### The task
What lines of the data below hold the string "junctions"? Copy each one out.

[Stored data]
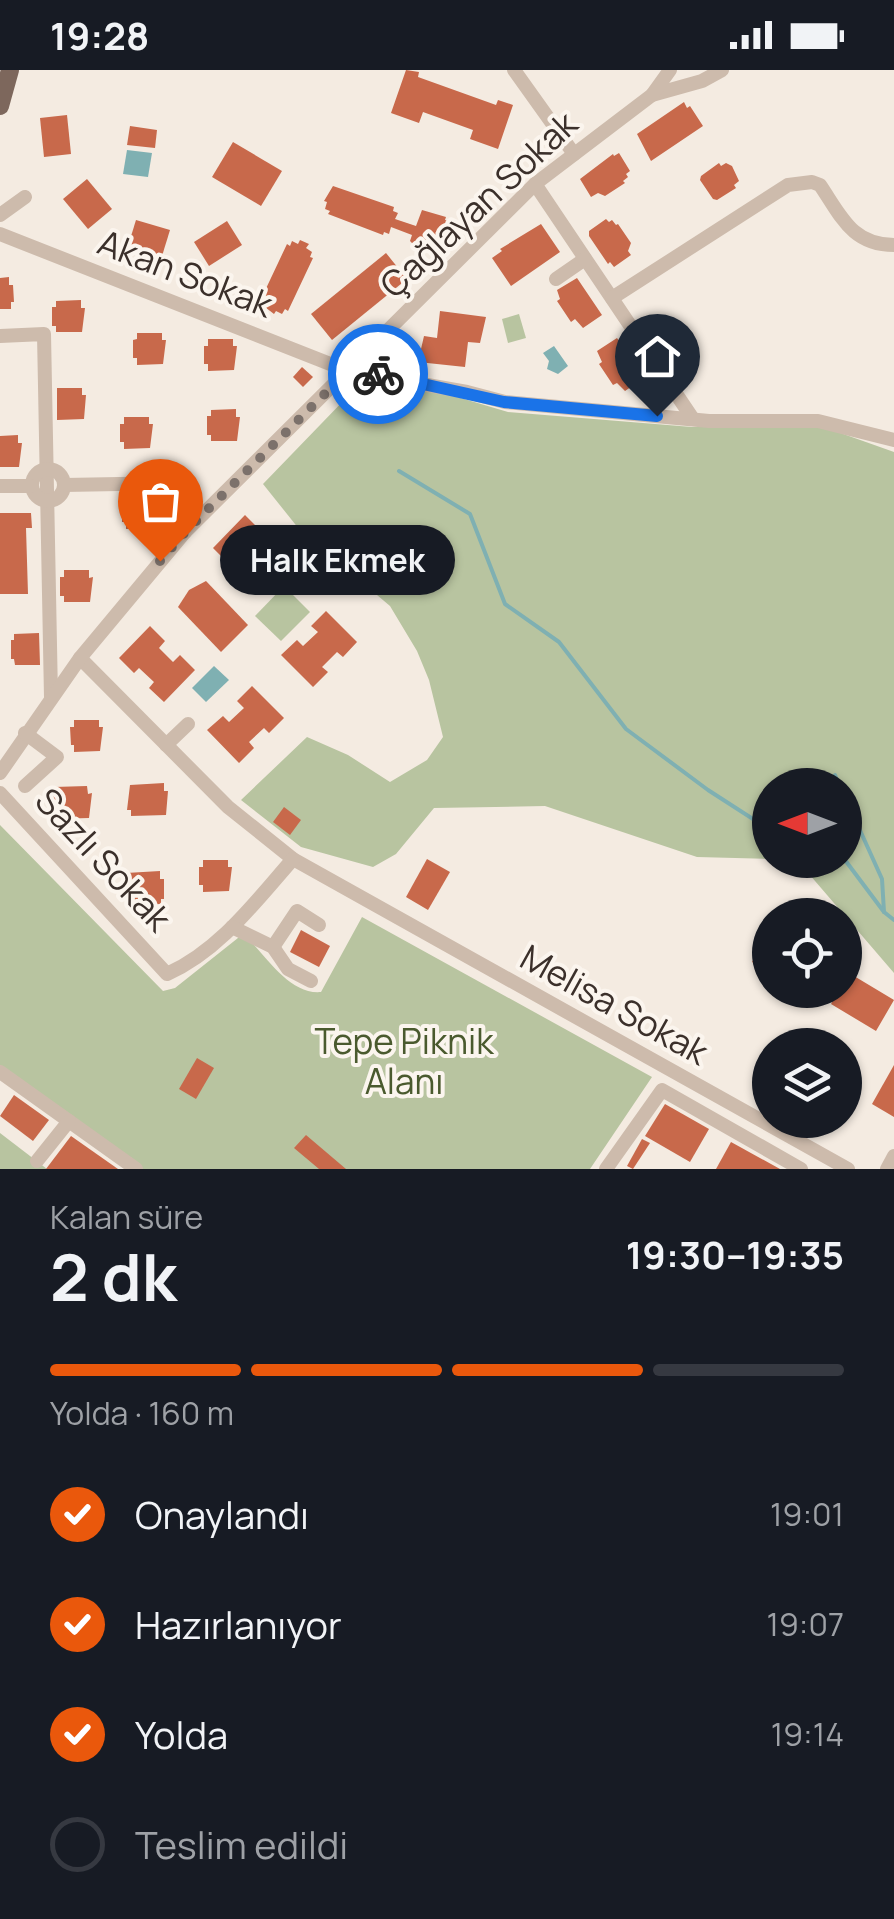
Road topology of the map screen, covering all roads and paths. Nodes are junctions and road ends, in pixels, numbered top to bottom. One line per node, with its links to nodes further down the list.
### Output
1 (10, 70): 6 (main road)
2 (514, 70): 7 (street)
3 (670, 70): 5 (street)
4 (722, 70): 5 (street)
5 (652, 95): 7 (street, Çağlayan Sokak)
6 (0, 106)
7 (574, 154): 8 (street, Çağlayan Sokak)
8 (535, 184): 13 (street); 17 (street, Çağlayan Sokak)
9 (25, 197): 10 (street)
10 (0, 215)
11 (0, 234): 17 (street, Akan Sokak)
12 (894, 245): 15 (street)
13 (585, 259): 14 (street); 15 (street)
14 (556, 279)
15 (612, 298): 18 (street)
16 (0, 336): 20 (street)
17 (348, 371): 18 (street, Akan Sokak); 25 (street, Çağlayan Sokak)
18 (693, 419): 19 (street, Akan Sokak)
19 (894, 440)
20 (48, 469): 21 (street); 23 (street); 24 (street)
21 (64, 485): 24 (street); 25 (street)
22 (0, 486): 23 (street)
23 (31, 486): 24 (street)
24 (48, 502): 27 (street)
25 (185, 532): 26 (street, Çağlayan Sokak)
26 (80, 658): 27 (street, Çağlayan Sokak); 30 (street, Melisa Sokak)
27 (51, 697): 29 (street, Çağlayan Sokak)
28 (188, 724): 30 (street)
29 (25, 733): 31 (street, Çağlayan Sokak); 32 (street)
30 (166, 745): 34 (street, Melisa Sokak)
31 (0, 773)
32 (25, 786)
33 (0, 792): 37 (street, Sazlı Sokak)
34 (292, 859): 35 (street, Melisa Sokak); 37 (street, Sazlı Sokak)
35 (352, 892): 47 (street, Melisa Sokak); 48 (street, Melisa Sokak)
36 (319, 925): 38 (street)
37 (232, 927): 38 (street)
38 (273, 947): 39 (street)
39 (310, 982)
40 (0, 1072): 41 (street)
41 (69, 1121): 43 (street); 44 (street)
42 (894, 1156): 49 (street)
43 (38, 1161)
44 (136, 1169)
45 (606, 1169): 46 (street)
46 (801, 1169)
47 (829, 1169)
48 (848, 1169)
49 (887, 1169)

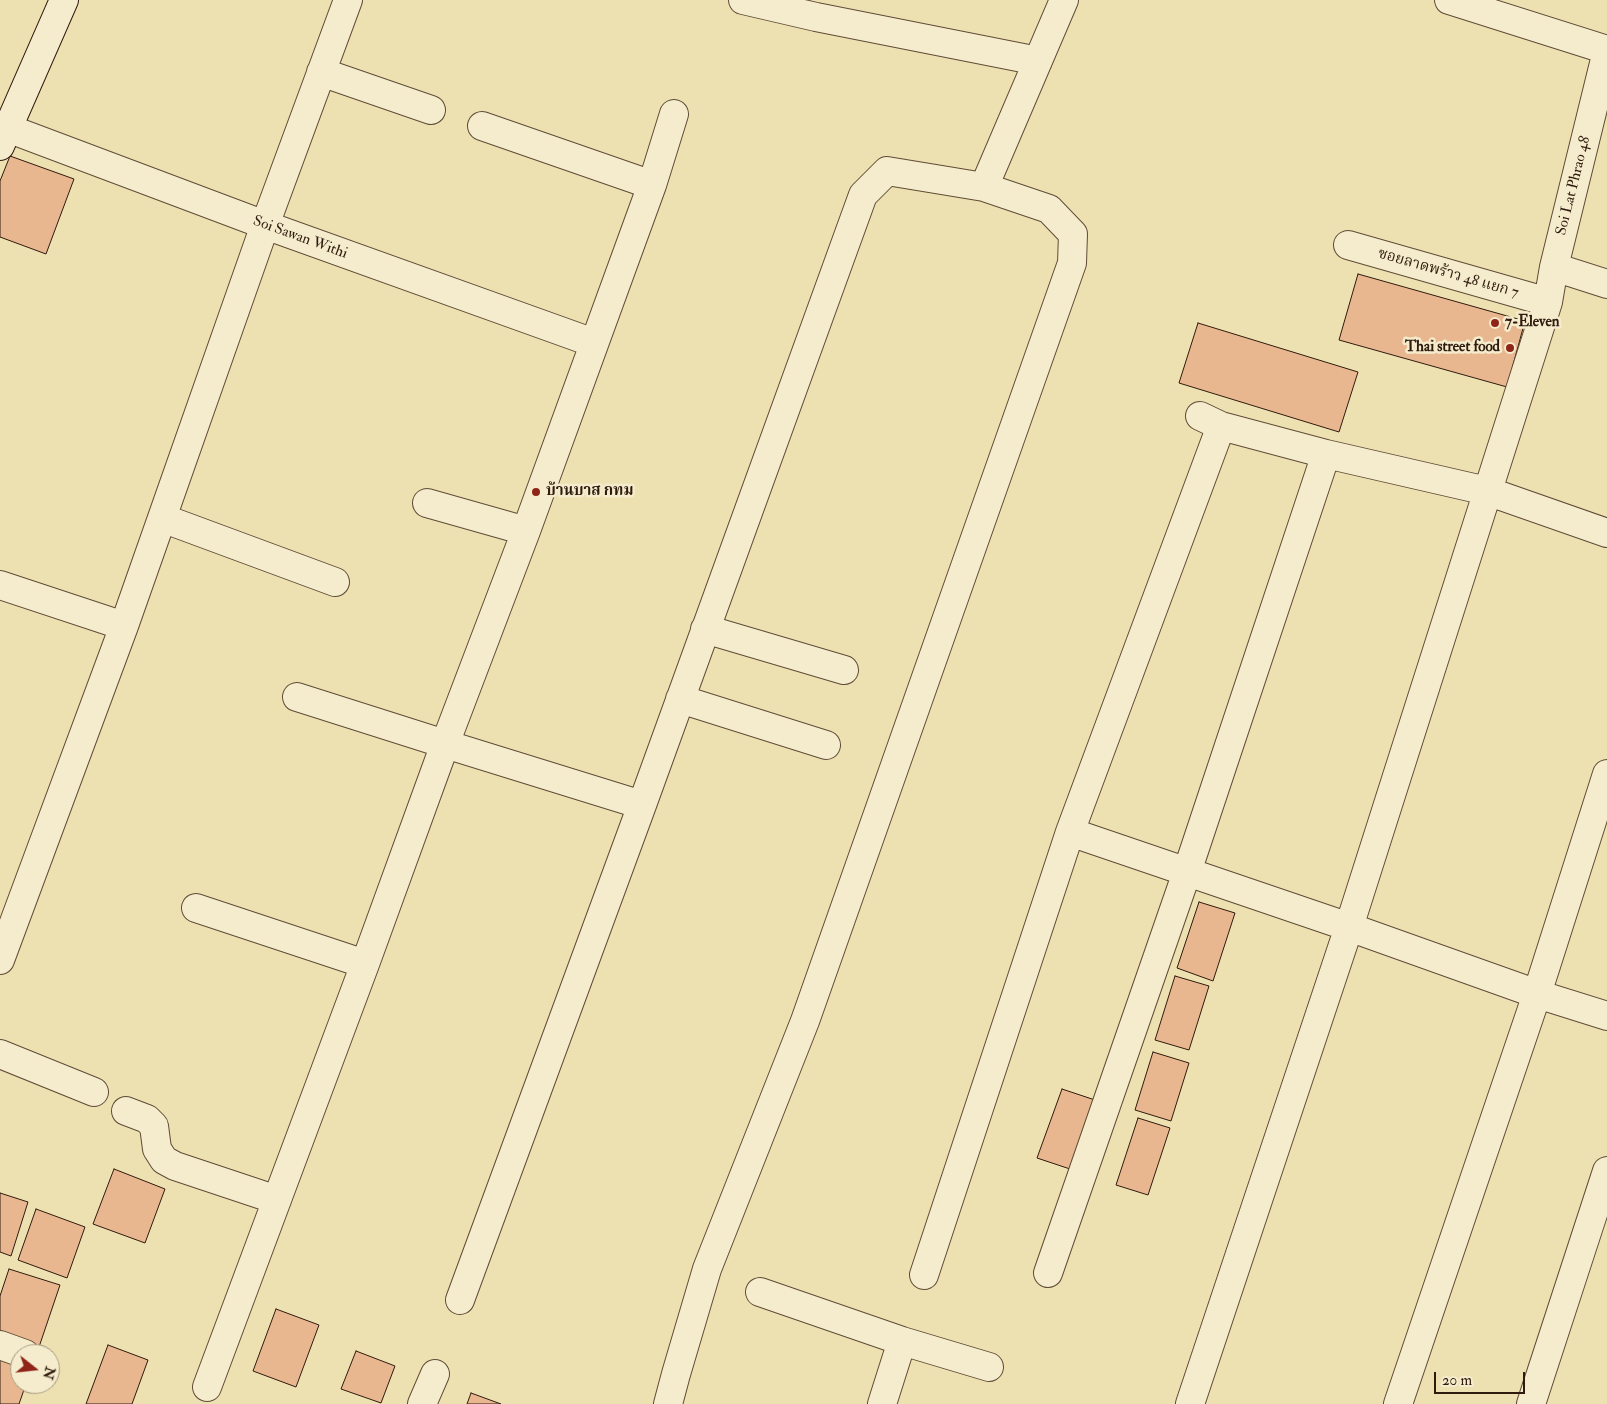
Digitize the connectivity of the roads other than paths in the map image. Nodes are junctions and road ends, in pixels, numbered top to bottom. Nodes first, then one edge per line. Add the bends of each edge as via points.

### Solution below
Road topology of the map screen, covering all roads and paths. Nodes are junctions and road ends, in pixels, numbered top to bottom. One line per node, with its links to nodes further down the list.
Digitize the connectivity of the roads other than paths in the map image. Nodes are junctions and road ends, in pixels, numbered top to bottom. Nodes first, then one edge per line. Add the bends of each edge as via points.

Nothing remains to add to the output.